I've watched buyers walk into a home and their shoulders drop. They relax. They start touching the counters, opening cabinets, peeking into closets. That's when I know it's over. They've already started mentally moving in.
I've also watched buyers walk in, take one look around, and I can feel the energy shift. They're polite. They walk through. But I already know they're done. It happened before they even saw the backyard.
It's not one big thing. It's a dozen small ones working together. Clean windows that let in natural light. A front door that feels welcoming, not tired. No clutter in the entryway. A temperature that feels comfortable the second you walk in.

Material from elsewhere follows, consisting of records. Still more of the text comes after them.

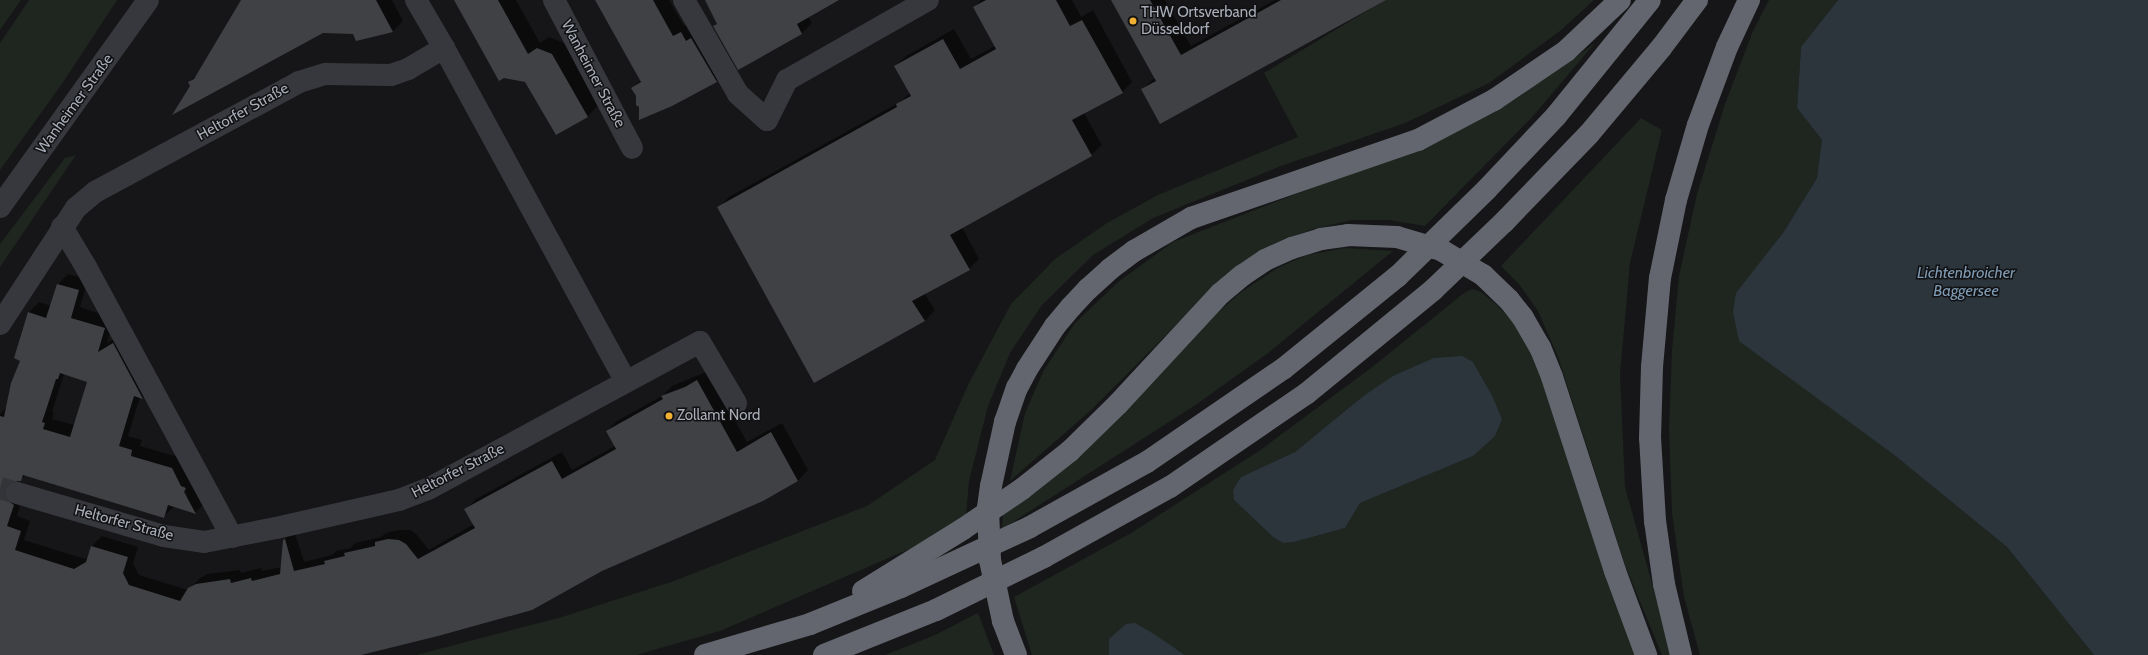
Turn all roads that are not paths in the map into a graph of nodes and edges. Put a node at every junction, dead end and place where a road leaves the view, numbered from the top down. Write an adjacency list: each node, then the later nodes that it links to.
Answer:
1 (148, 0): 12 (street, Wanheimer Straße)
2 (416, 0): 10 (street)
3 (554, 0): 11 (street, Wanheimer Straße)
4 (684, 0): 5 (street)
5 (928, 0)
6 (1620, 0): 22 (highway, bridge)
7 (1650, 0): 19 (highway)
8 (1697, 0): 21 (highway)
9 (1749, 0): 24 (highway)
10 (444, 48): 13 (street, Heltorfer Straße); 15 (street)
11 (632, 148)
12 (0, 207)
13 (62, 227): 14 (street, Heltorfer Straße); 18 (street)
14 (0, 324)
15 (626, 382): 16 (street, Heltorfer Straße); 18 (street, Heltorfer Straße)
16 (736, 403)
17 (17, 493): 18 (street, Heltorfer Straße)
18 (232, 538)
19 (810, 624): 20 (highway); 23 (highway, bridge)
20 (705, 655)
21 (824, 655)
22 (1016, 655)
23 (1646, 655)
24 (1681, 655)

A scent that's clean, not overwhelming. (Please, no candles in every room. Buyers notice.)
This is why I personally walk through every home before we list it. Not just to take notes on what needs fixing, but to feel what a buyer will feel. Where does my eye go? Does the space breathe? Or does it feel heavy?
Those first 10 seconds actually start online. Most buyers see photos before they ever set foot in your house. If the photos don't capture that feeling of warmth and space, they'll never schedule the showing. I use a photographer who understands this. We're not just documenting rooms. We're making someone stop scrolling and think: "Wait. I need to see this one."
Don't try to make your house look like a magazine. Make it feel like a home someone wants to live in. There's a difference. Magazines feel staged. Homes that sell fast feel lived in, but thoughtfully. Like someone cares about every corner.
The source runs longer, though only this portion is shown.